Slovenian minnows NK Domzale will be be out to ruin West Ham’s first game at the Olympic stadium on Thursday when they meet in the second leg of their Europa League qualifying third-round tie.
Luka Elsner’s side “made history” in the first leg with a shock 2-1 win against the Hammers, the biggest result in the club’s 95-year existence.
It was a remarkable achievement given the disparity between the two sides.
This is a club that cannot afford to pay transfer fees, that is forced to sell its best players every couple of years, with a team ethic inspired by the Hollywood film 300 and a young manager in the mould of Diego Simeone.
Before Thursday’s match, Elsner tells BBC Sport about his coaching philosophy, the club’s novel approach to transfers and his Domzale “army”.
West Ham were without France international Dimitri Payet but still fielded a strong side in Slovenia, including record £15m signing Andy Carroll.
The likes of Payet and Carroll earn thousands each week, contrasting sharply with the financial pulling power of Domzale.
“A week’s salary of any of the West Ham players would be enough to cover the club’s expenses for a whole month,” said 34-year-old Elsner. “It is a big difference. It would probably cost 60,000 or 70,000 euros [£50,500-£58,900] to run the club for a month.”
It is not just in salaries that Domzale are dwarfed by their Premier League rivals.

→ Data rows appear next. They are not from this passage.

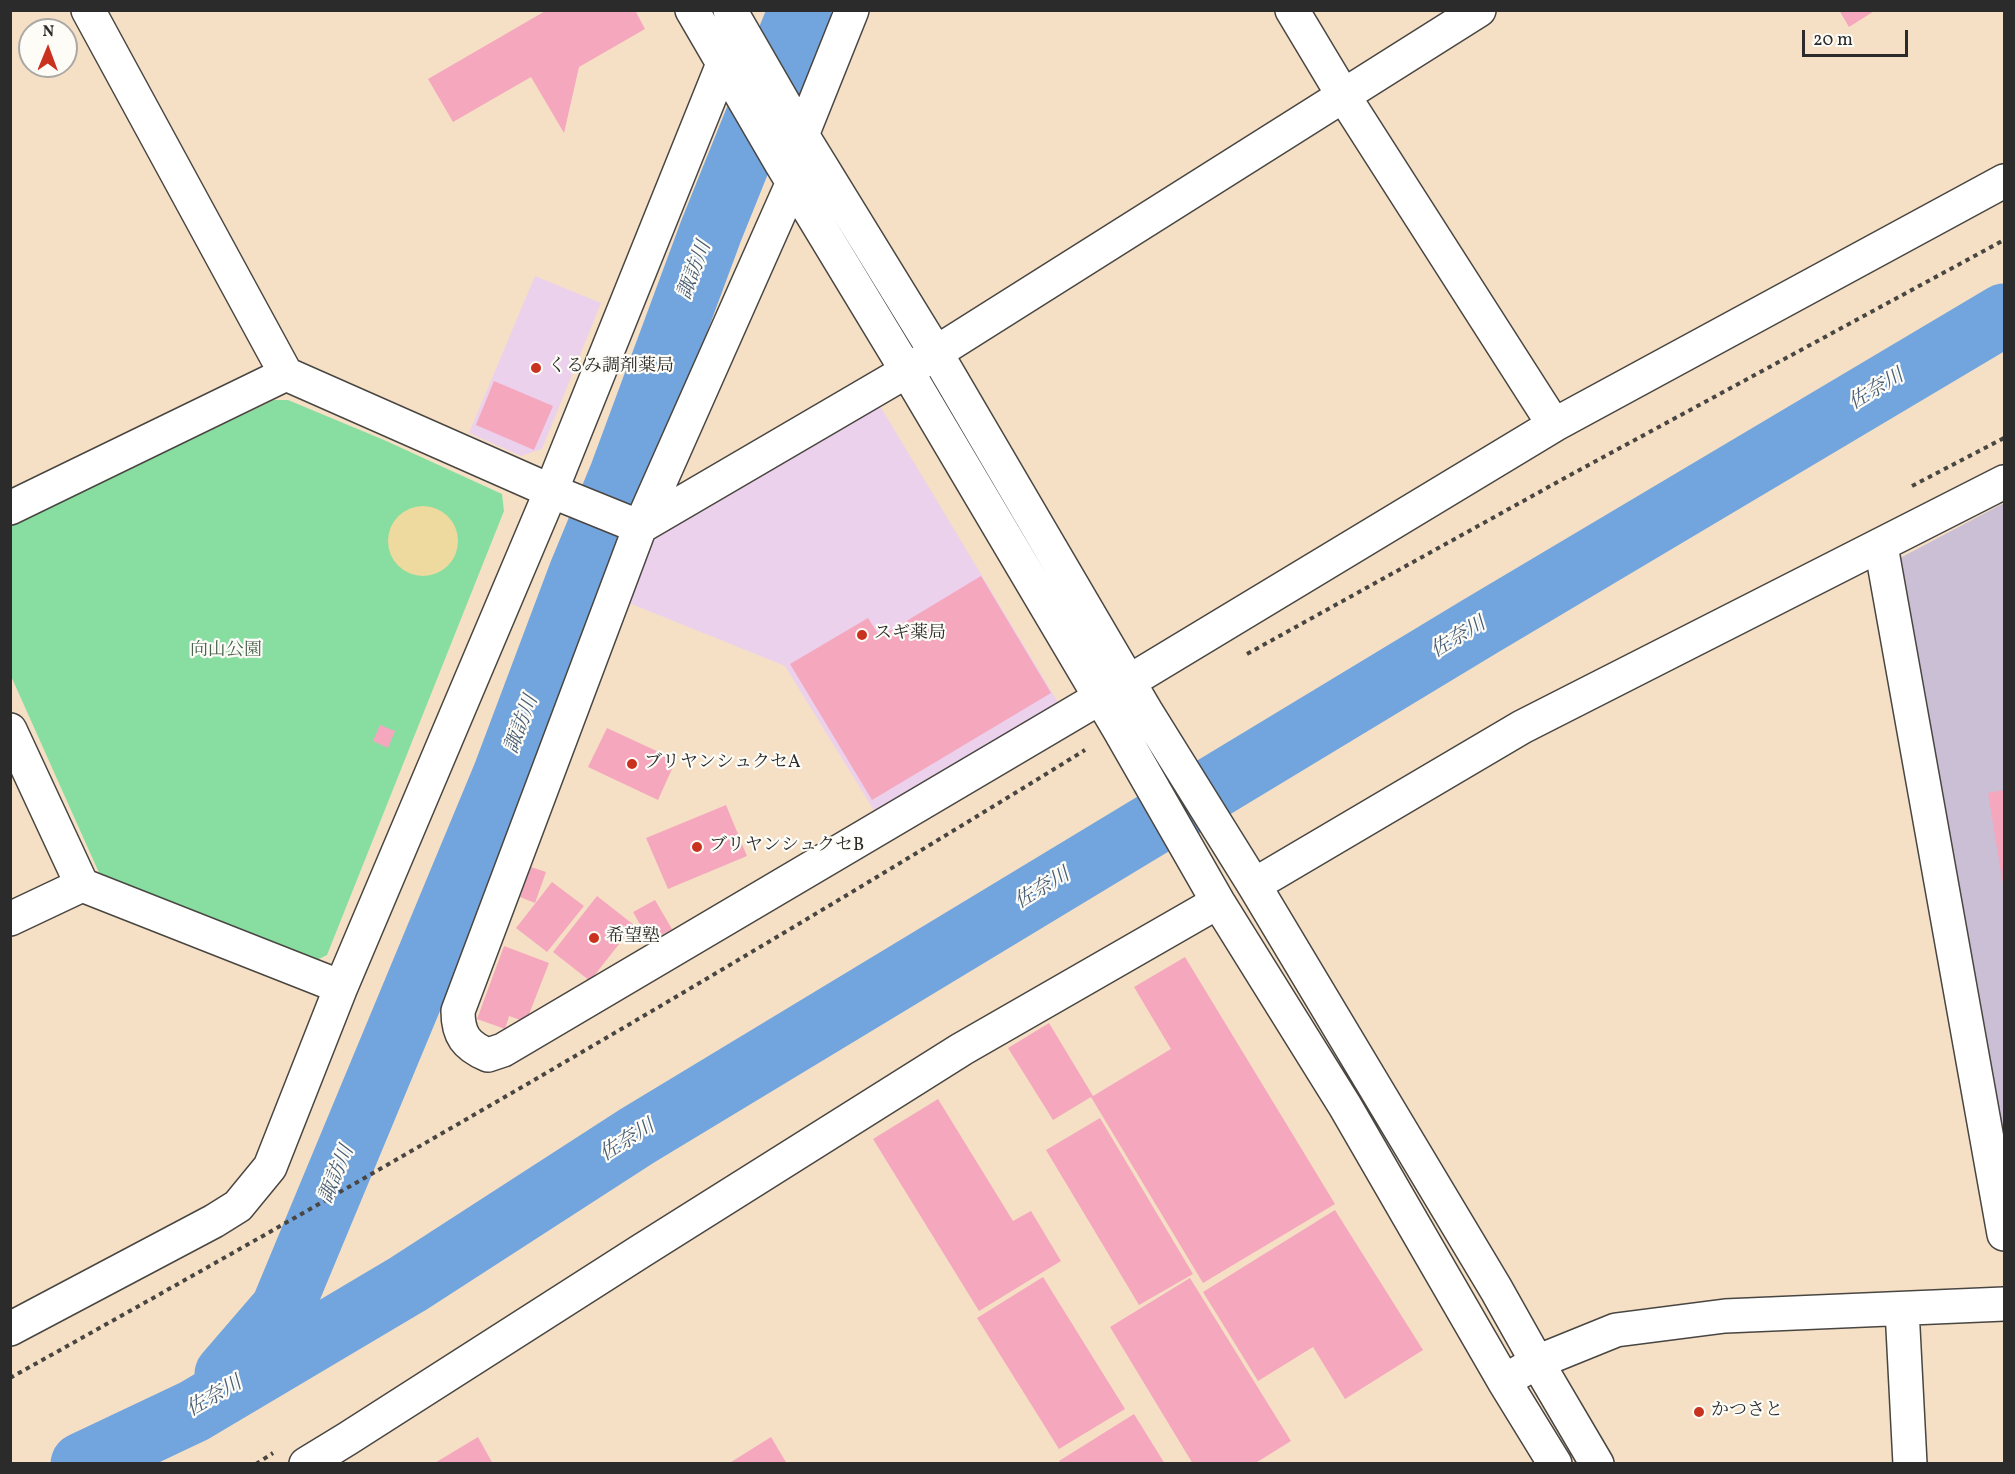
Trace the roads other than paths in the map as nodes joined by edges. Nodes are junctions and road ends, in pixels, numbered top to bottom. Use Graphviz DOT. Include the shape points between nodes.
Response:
graph roads {
  1 [pos="88,10"];
  2 [pos="692,10"];
  3 [pos="852,10"];
  4 [pos="1292,10"];
  5 [pos="1479,10"];
  6 [pos="732,12"];
  7 [pos="723,64"];
  8 [pos="1343,95"];
  9 [pos="802,135"];
  10 [pos="787,172"];
  11 [pos="2004,181"];
  12 [pos="936,353"];
  13 [pos="907,371"];
  14 [pos="286,374"];
  15 [pos="1554,424"];
  16 [pos="2004,482"];
  17 [pos="561,495"];
  18 [pos="10,508"];
  19 [pos="640,527"];
  20 [pos="1881,546"];
  21 [pos="1130,681"];
  22 [pos="1101,697"];
  23 [pos="10,730"];
  24 [pos="1247,874"];
  25 [pos="82,885"];
  26 [pos="1213,893"];
  27 [pos="10,919"];
  28 [pos="341,987"];
  29 [pos="2004,1234"];
  30 [pos="2004,1304"];
  31 [pos="1902,1310"];
  32 [pos="10,1329"];
  33 [pos="1536,1362"];
  34 [pos="1504,1381"];
  35 [pos="306,1464"];
  36 [pos="1555,1464"];
  37 [pos="1597,1464"];
  38 [pos="1910,1464"];
  1 -- 14 [label="street"];
  2 -- 7 [label="street"];
  3 -- 9 [label="street"];
  4 -- 8 [label="street"];
  5 -- 8 [label="street"];
  6 -- 9 [label="street"];
  7 -- 10 [label="street"];
  7 -- 17 [label="street"];
  8 -- 12 [label="street"];
  8 -- 15 [label="street"];
  9 -- 12 [label="street"];
  10 -- 13 [label="street"];
  10 -- 19 [label="street"];
  11 -- 15 [label="street"];
  12 -- 13 [label="street"];
  12 -- 21 [label="street"];
  13 -- 19 [label="street"];
  13 -- 22 [label="street"];
  14 -- 17 [label="street"];
  14 -- 18 [label="street"];
  15 -- 21 [label="street"];
  16 -- 20 [label="street"];
  17 -- 19 [label="street"];
  17 -- 28 [label="street"];
  19 -- 22 [label="street" via="458,1011 458,1026 464,1039 488,1055 513,1044"];
  20 -- 24 [label="street" via="1522,727"];
  20 -- 29 [label="street"];
  21 -- 24 [label="street"];
  22 -- 26 [label="street"];
  23 -- 25 [label="street"];
  24 -- 33 [label="street"];
  25 -- 27 [label="street"];
  25 -- 28 [label="street"];
  26 -- 34 [label="street" via="1345,1106"];
  26 -- 35 [label="street"];
  28 -- 32 [label="street" via="270,1167 238,1206"];
  30 -- 31 [label="street"];
  31 -- 33 [label="street" via="1725,1316 1616,1330"];
  31 -- 38 [label="street"];
  33 -- 34 [label="street"];
  33 -- 37 [label="street"];
  34 -- 36 [label="street"];
}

West Ham’s new stadium has a 60,000 capacity, which could hold the 12,588 residents of Domzale almost five times over. By contrast, Domzale play their home games at Sports Park, a stadium that can handle 2,813.
It is so small that the first leg was moved to the Stozice Stadium in Ljubljana. Barely 3,000 attended the first leg, but a sell-out is expected on Thursday.

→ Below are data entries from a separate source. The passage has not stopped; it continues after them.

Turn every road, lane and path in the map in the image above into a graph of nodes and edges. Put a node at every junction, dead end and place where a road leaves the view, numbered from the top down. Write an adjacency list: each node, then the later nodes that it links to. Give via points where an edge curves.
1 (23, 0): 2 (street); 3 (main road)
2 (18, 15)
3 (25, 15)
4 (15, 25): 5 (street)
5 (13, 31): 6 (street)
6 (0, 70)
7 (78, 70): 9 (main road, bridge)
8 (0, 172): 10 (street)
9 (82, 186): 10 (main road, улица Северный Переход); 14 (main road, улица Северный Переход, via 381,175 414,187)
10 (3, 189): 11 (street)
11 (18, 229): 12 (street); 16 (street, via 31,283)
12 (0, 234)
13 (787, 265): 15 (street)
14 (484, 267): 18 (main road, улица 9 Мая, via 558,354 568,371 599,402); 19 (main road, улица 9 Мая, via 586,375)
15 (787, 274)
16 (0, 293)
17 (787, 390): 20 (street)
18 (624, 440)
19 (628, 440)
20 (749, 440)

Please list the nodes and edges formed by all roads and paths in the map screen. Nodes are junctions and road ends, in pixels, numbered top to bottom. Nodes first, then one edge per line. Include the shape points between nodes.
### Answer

Domzale cannot afford to pay transfer fees. The aim is to develop players and sell them on at a profit.
“We never keep one team for two or three years together because we need to sell to survive,” Elsner said. “We are constantly changing our first 11.”
The club survives on a network of scouts and coaches trying to unearth talent at home and abroad.

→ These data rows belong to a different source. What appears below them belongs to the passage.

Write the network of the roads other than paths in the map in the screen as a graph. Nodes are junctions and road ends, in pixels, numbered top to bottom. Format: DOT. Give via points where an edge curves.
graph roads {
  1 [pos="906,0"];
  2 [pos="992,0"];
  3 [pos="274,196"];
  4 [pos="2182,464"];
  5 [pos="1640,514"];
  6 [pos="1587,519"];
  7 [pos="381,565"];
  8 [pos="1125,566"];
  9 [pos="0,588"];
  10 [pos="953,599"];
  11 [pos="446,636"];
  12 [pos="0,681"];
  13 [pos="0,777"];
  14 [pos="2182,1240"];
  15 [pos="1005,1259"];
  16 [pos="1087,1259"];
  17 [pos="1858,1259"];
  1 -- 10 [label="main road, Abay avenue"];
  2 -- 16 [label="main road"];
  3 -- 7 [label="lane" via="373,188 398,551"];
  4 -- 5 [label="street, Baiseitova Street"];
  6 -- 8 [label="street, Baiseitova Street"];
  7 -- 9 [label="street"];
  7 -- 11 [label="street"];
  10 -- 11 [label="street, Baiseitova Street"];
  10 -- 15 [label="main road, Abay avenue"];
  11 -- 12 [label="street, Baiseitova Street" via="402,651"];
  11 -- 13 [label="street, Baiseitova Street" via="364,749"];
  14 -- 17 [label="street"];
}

“Slovenia is a small market. We play four times against each team, each season, so we know exactly what players are available,” Elsner added.
“In terms of scouting, it’s tough. We can’t pay transfer fees, so we have to look for something that maybe other teams don’t see.
“This is the philosophy of the club. We will never have the finances to allow us to spend big but hopefully we have new ideas and really take care of players.”
Signing a player via LinkedIn
Elsner says his club do not want “mercenaries” but are looking for a player with a certain type of character.
“We like to take players that maybe have talent but who haven’t managed to take that last step to become a really good player,” he said. “We give them the possibility to do that and work with them in the hope they develop enough.
“Before we look at their football characteristics, we are looking for good men, with a good personality, who are willing to work. If we have to push someone and be behind them 24 hours a day, then they are not for us.
“In the last three seasons we have sold almost 12 players to other clubs. That is a good story for everyone coming to us.”
Domzale found a novel way to sign a player in February, using the online networking service LinkedIn.
After Elsner posted a message asking for an “offensive right-back” who “must have an EU passport”, the top-flight club received 150 applications and signed Spanish defender Alvaro Brachi, 30, just before transfer deadline day.
Elsner said: “We have a low budget, we can only afford players with no transfer fees and can only give a salary. That takes a lot of work and imagination. We once used LinkedIn as a possibility and it worked, Alvaro is playing well for us.”
This is Sparta!
Domzale players are shown films to motivate them and inspire a team ethic.
One of those is Hollywood movie 300, starring Gerard Butler. It is the story of King Leonidas leading 300 Spartans to victory over the Persian “god-King” Xerxes and his 300,000 soldiers.
“We are an army, we need to stick together to even have a chance of competing,” Elsner said. “West Ham have so much quality that if we did not work as a group then we would not have had a chance.
“Like 300, we are small and outnumbered, but we do everything we can to hold our position. We use a lot of motivational stuff through the season. The mental side is huge. We want to be ready to fight on the field.”
Simeone Mark II?
Elsner had a successful playing career, winning two Slovenian league titles with Domzale and making one appearance for the national side. He is also Domzale’s record appearance holder.
His grandfather is former Austria manager Branko Elsner, while his father, Marko Elsner, won Olympic football bronze with Yugoslavia in 1984.
Elsner retired in 2012 to pursue a coaching career. He is among the youngest in Europe and looks to others for inspiration. Among them is Atletico Madrid coach Diego Simeone, whom Elsner admires for his ability to create a team ethic.
“I stopped my playing career because I had a passion to be a coach,” Elsner said. “I wanted to do it early, get experience. Many questioned my decision, because I could have played on for three or four years.”